How many scholarly stakes in the heart will we need before Martin Heidegger (1889-1976), still regarded by some as Germany's greatest 20th-century philosopher, reaches his final resting place as a prolific, provincial Nazi hack? Overrated in his prime, bizarrely venerated by acolytes even now, the pretentious old Black Forest babbler makes one wonder whether there's a university-press equivalent of wolfsbane, guaranteed to keep philosophical frauds at a distance.

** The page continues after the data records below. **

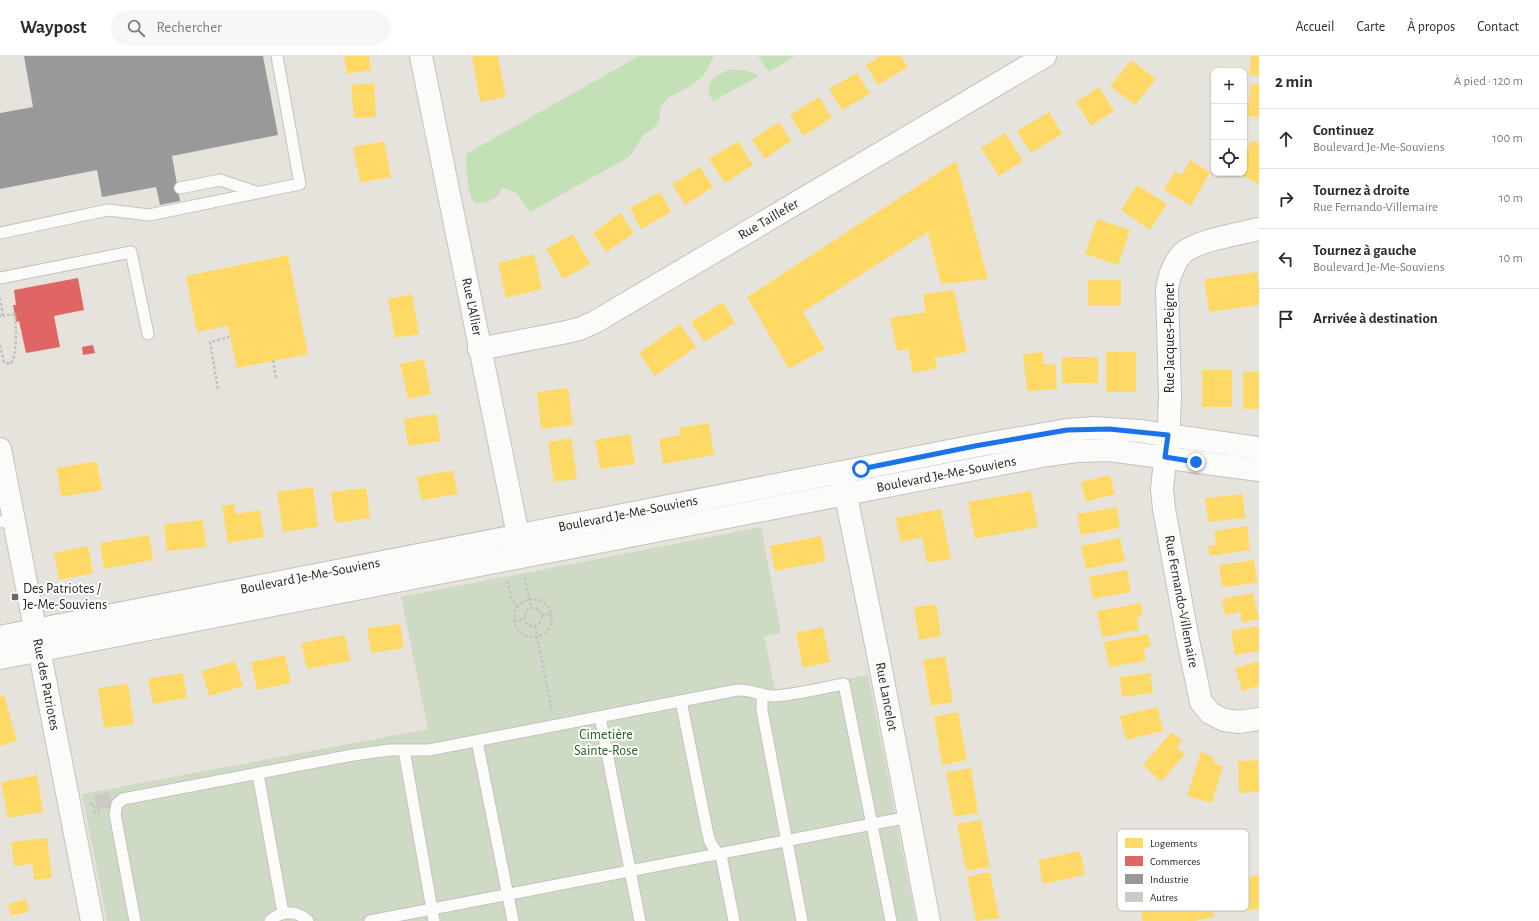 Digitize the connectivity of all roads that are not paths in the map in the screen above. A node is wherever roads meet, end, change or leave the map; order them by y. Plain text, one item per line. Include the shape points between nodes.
1 (277, 56) edge
2 (421, 56) edge
3 (1044, 56) edge
4 (180, 188) dead end
5 (258, 193) junction
6 (1259, 229) edge
7 (0, 233) edge
8 (0, 278) edge
9 (148, 334) dead end
10 (479, 349) junction
11 (1168, 435) junction
12 (1259, 448) edge
13 (0, 449) edge
14 (1165, 457) junction
15 (1259, 470) edge
16 (841, 473) junction
17 (846, 494) junction
18 (7, 520) edge
19 (517, 536) junction
20 (523, 565) junction
21 (0, 637) edge
22 (38, 640) junction
23 (0, 658) edge
24 (762, 694) junction
25 (681, 700) junction
26 (600, 717) junction
27 (1259, 719) edge
28 (477, 741) junction
29 (404, 750) junction
30 (258, 774) junction
31 (909, 817) junction
32 (871, 824) junction
33 (786, 840) junction
34 (717, 854) junction
35 (630, 871) junction
36 (507, 894) junction
37 (432, 909) junction
38 (284, 913) junction
39 (92, 921) edge
40 (135, 921) edge
41 (270, 921) edge
42 (308, 921) edge
43 (370, 921) edge
44 (434, 921) edge
45 (513, 921) edge
46 (640, 921) edge
47 (734, 921) edge
48 (802, 921) edge
49 (890, 921) edge
50 (929, 921) edge

1 - 5 lane via 300,184
2 - 10 street, Rue L'Allier
3 - 10 street, Rue Taillefer via 595,322 562,333
4 - 5 lane via 220,180
5 - 7 lane via 149,215 108,210
6 - 11 street, Rue Jacques-Peignet via 1213,240 1190,249 1178,259 1170,273 1167,290 1170,395
8 - 9 lane via 131,252
10 - 19 street, Rue L'Allier
11 - 12 street, Boulevard Je-Me-Souviens
11 - 14 street, Rue Fernando-Villemaire
11 - 16 street, Boulevard Je-Me-Souviens via 1109,429 1067,430
13 - 18 street, Rue des Patriotes
14 - 15 street, Boulevard Je-Me-Souviens
14 - 17 street, Boulevard Je-Me-Souviens via 1109,450 1062,453
14 - 27 street, Rue Fernando-Villemaire via 1163,500 1201,702 1210,713 1224,720 1239,722
16 - 17 street, Rue Lancelot
16 - 19 street, Boulevard Je-Me-Souviens
17 - 20 street, Boulevard Je-Me-Souviens
17 - 31 street, Rue Lancelot
18 - 22 street, Rue des Patriotes
19 - 20 street, Rue L'Allier
19 - 22 street, Boulevard Je-Me-Souviens
20 - 22 street, Boulevard Je-Me-Souviens
21 - 22 street, Boulevard Je-Me-Souviens
22 - 23 street, Boulevard Je-Me-Souviens
22 - 39 street, Rue des Patriotes
24 - 25 lane via 750,690 737,690
24 - 32 lane via 778,696 844,684
24 - 33 lane via 762,710
25 - 26 lane
25 - 34 lane via 707,830
26 - 28 lane
26 - 35 lane
28 - 29 lane via 429,750
28 - 36 lane
29 - 30 lane via 380,750
29 - 37 lane
30 - 38 lane
30 - 40 lane via 123,799 117,804 115,814
31 - 32 lane
31 - 50 street, Rue Lancelot
32 - 33 lane
32 - 49 lane
33 - 34 lane
33 - 48 lane
34 - 35 lane
34 - 47 lane via 723,864
35 - 36 lane
35 - 46 lane
36 - 37 lane
36 - 45 lane
37 - 43 lane
37 - 44 lane
38 - 41 lane via 276,915
38 - 42 lane via 294,913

The whole essay is itself something of a hatchet job. There are two extremes with regard to Heidegger; one is the camp Romano attacks, and one is the camp Romano is in. It is, on the one hand, absurd to suggest that the fact that Heidegger was a Nazi, and himself connected his interest in Nazism to his philosophical work, is something that can just be ignored. I have myself sharply criticized people who try to play down this feature of Heidegger: it is dishonest, a transgression against truth. It is equally absurd, however, to think that Heidegger can be dismissed as a "provincial Nazi hack," a "pretentious old Black Forest babbler," or a "philosophical fraud"; to do that, you have to distort and twist the truth, and that's the one surefire way to make onself into a philosophical fraud, and is almost as much a transgression against truth as the former. Both trivialize the question of Nazism, the one by treating it as if it were easily ignored, the other by treating it as if it were not parasitic. But it is a matter of serious concern, and it was indeed parasitic: detaching the parasite from what it tried to use is precisely the sort of thing that calls for serious thought. Part of the evil of Nazism was that it insinuated itself into all sorts of areas it had no right to be in the first place, twisting otherwise good things in perverse directions.
I think Hunt has more-or-less the right approach in his comments on Romano's essay.